Article III, Section 3.2 of the Bylaws as follows is deleted in its entirety:

3.2     Number: Qualification: Election: Term. The number of directors which shall constitute the entire board of directors shall be not less than three nor more than twelve. Within the limits above specified, the number of directors which shall constitute the entire board of directors shall be determined by resolution adopted by a majority of the members of the board of directors. Except as otherwise required by law or the certificate of incorporation of the Corporation, the directors shall be elected at an annual meeting of stockholders at which a quorum is present. Directors shall be elected by a plurality of the votes of the shares present in person or represented by proxy and entitled to vote on the election of directors. Each director so chosen shall hold office until his term expires as provided in the certificate of incorporation and until his successor is elected and qualified or, if earlier, until his death, resignation, or removal from office. None of the directors need be a stockholder of the Corporation or a resident of the State of Delaware. Each director must have attained the age of majority.

and replaced with the following:

“3.2.     Number: Qualification: Election: Term. The number of directors which shall constitute the entire board of directors shall be not less than three nor more than twelve. Within the limits above specified, the number of directors which shall constitute the entire board of directors shall be determined by resolution adopted by a majority of the members of the board of directors. Except as otherwise required by law or the certificate of incorporation of the Corporation, the directors shall be elected at an annual meeting of stockholders at which a quorum is present. In a contested election, the directors shall be elected by the vote of a plurality of the votes of the shares present in person or represented by proxy and entitled to vote on the election of directors. In an uncontested election, the directors shall be elected by a majority of the votes of the shares present in person or represented by proxy and entitled to vote on the election of directors.

The following additional procedures apply in an uncontested election of an incumbent director: A nominee who does not receive a majority of the votes cast shall promptly deliver a written resignation to the board of directors and shall continue to serve as a holdover director until the effective date of the director’s resignation which shall be no later than 120 days after the date of the election. The remaining board of directors, by a majority vote, promptly shall determine whether to decline to accept or to accept the resignation of such director. If the board of directors declines to accept the resignation, the director may continue to serve so long as such nominee received a plurality of the votes cast. If the board of directors accepts the resignation, the office shall be considered vacant and the board of directors may fill the office pursuant to Section 3.5 of the Bylaws.

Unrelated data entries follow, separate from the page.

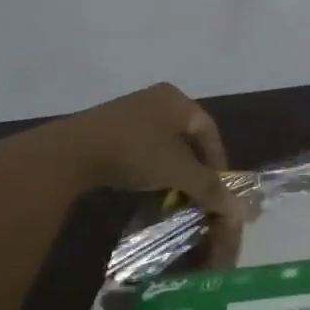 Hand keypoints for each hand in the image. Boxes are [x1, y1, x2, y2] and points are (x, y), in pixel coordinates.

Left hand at [0, 82, 240, 216]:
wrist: (70, 152)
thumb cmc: (135, 152)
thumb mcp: (179, 171)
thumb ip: (210, 188)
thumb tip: (240, 211)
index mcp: (177, 100)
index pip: (209, 130)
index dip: (218, 161)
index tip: (219, 188)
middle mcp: (156, 99)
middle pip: (187, 137)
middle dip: (195, 167)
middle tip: (198, 192)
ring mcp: (129, 111)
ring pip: (163, 143)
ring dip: (172, 169)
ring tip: (174, 193)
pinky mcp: (106, 127)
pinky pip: (140, 147)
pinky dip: (150, 166)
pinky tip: (146, 185) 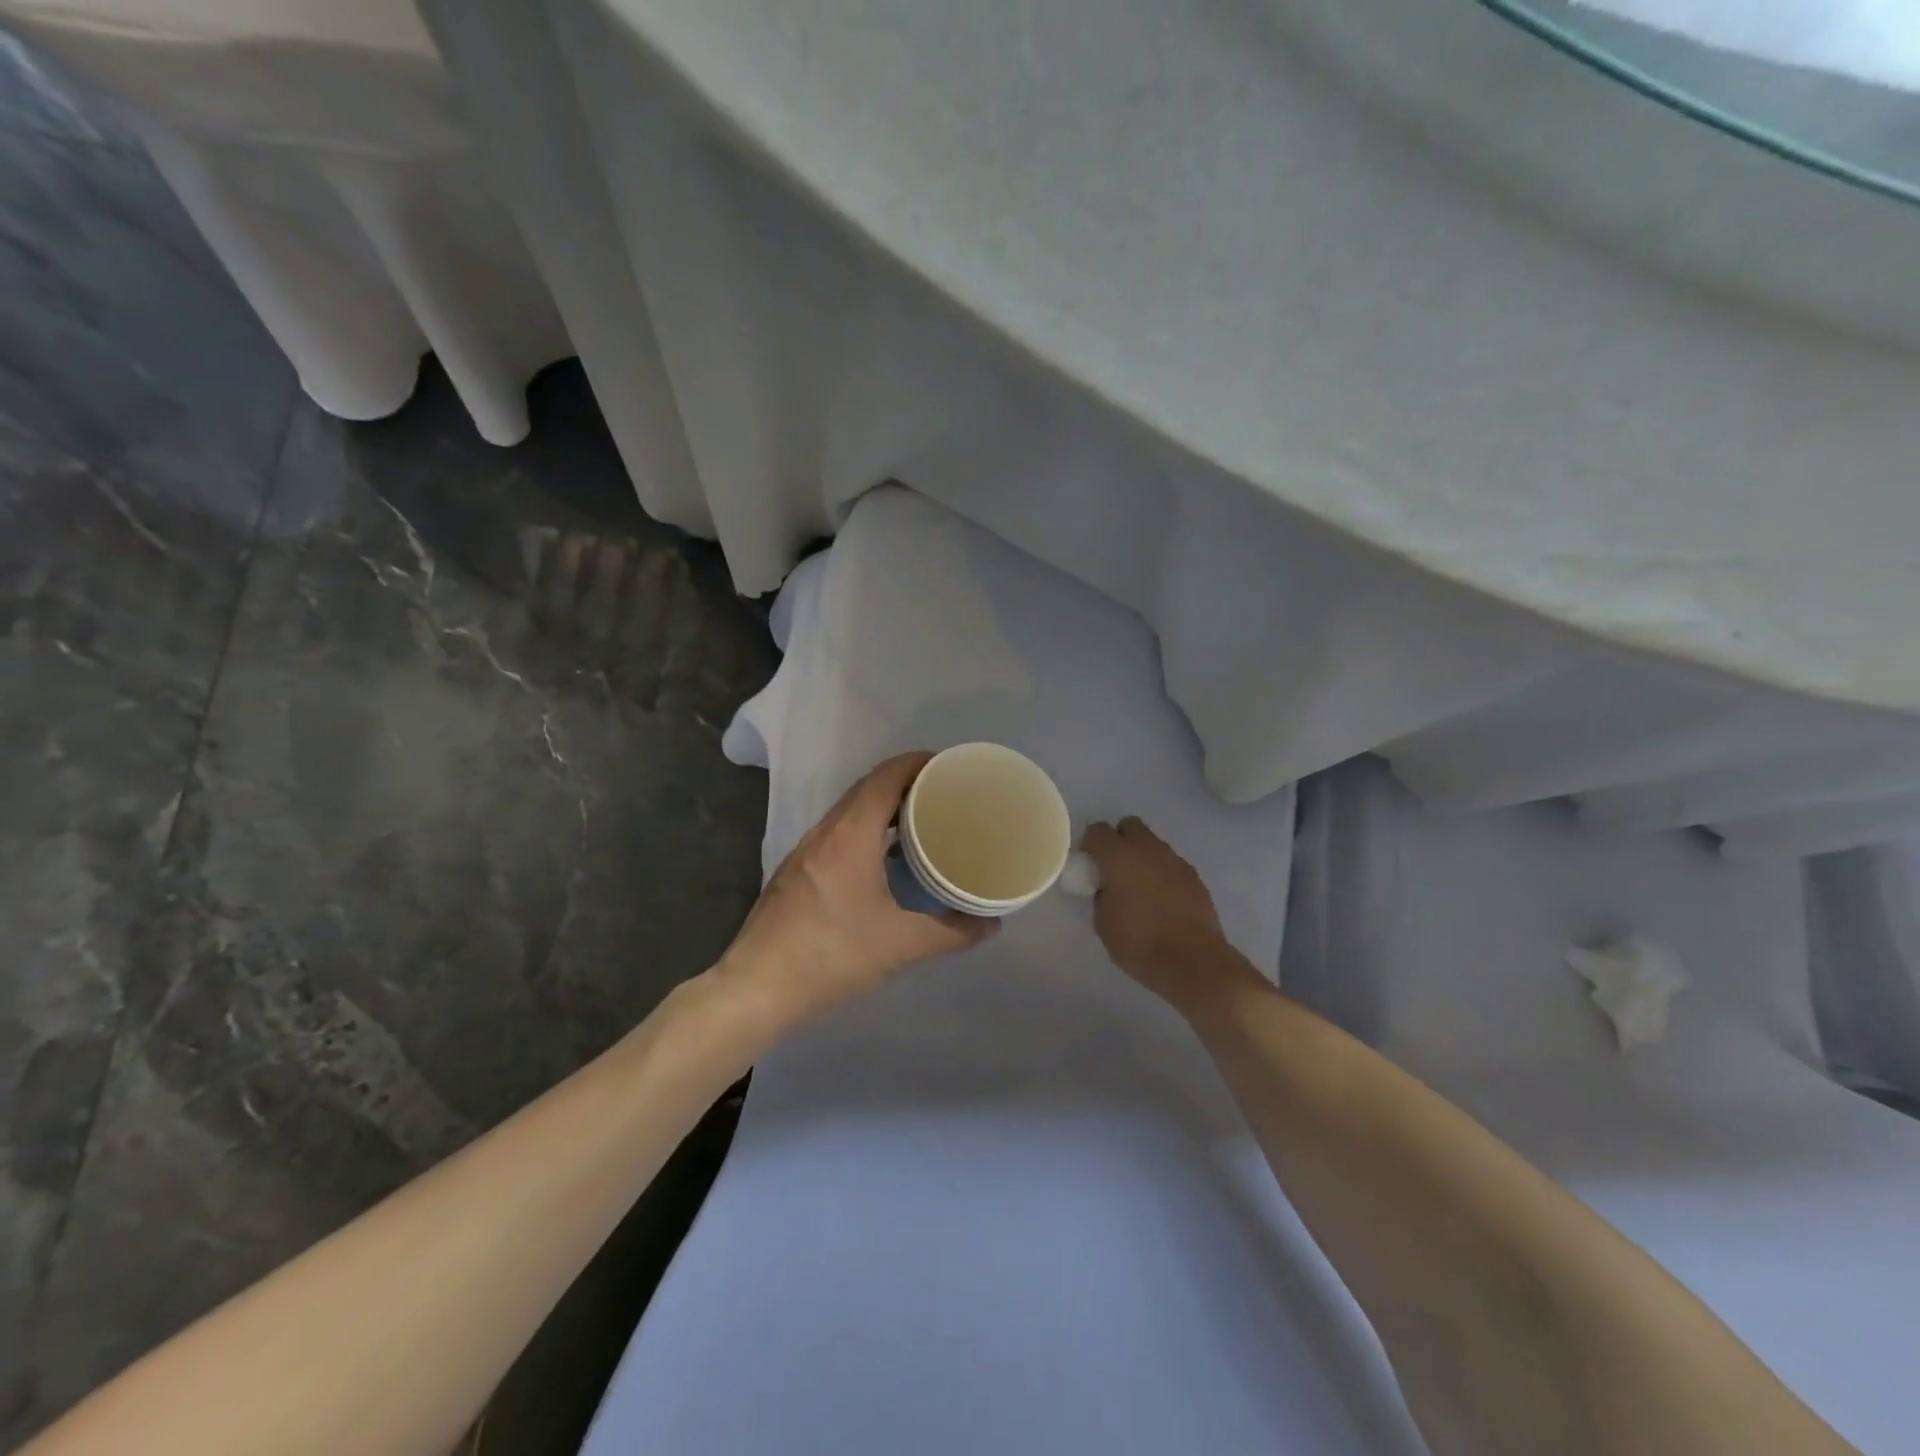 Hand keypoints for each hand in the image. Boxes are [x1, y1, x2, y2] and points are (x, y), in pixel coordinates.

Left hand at [716, 752, 997, 1028]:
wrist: (756, 988)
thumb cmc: (831, 955)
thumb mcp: (900, 945)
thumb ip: (950, 932)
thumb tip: (990, 924)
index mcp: (851, 834)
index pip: (886, 776)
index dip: (918, 763)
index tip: (950, 768)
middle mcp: (825, 832)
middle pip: (868, 788)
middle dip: (907, 783)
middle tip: (945, 796)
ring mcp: (805, 851)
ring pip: (850, 812)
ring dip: (885, 808)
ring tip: (922, 824)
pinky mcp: (796, 872)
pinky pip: (838, 834)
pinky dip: (866, 831)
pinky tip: (884, 861)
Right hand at [1081, 817, 1262, 1013]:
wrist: (1193, 962)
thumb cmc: (1140, 943)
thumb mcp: (1103, 923)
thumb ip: (1101, 896)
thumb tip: (1107, 888)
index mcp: (1118, 856)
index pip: (1097, 830)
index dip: (1090, 844)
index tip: (1088, 864)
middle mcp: (1147, 849)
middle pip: (1129, 825)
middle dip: (1119, 839)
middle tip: (1114, 868)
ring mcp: (1174, 860)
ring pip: (1153, 843)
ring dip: (1143, 856)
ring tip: (1140, 887)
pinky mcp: (1194, 876)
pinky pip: (1171, 864)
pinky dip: (1163, 873)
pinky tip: (1163, 900)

Each director shall hold office until his term expires as provided in the certificate of incorporation and until his successor is elected and qualified or, if earlier, until his death, resignation, or removal from





office. None of the directors need be a stockholder of the Corporation or a resident of the State of Delaware. Each director must have attained the age of majority.”

Except as herein amended, the provisions of the Bylaws shall remain in full force and effect.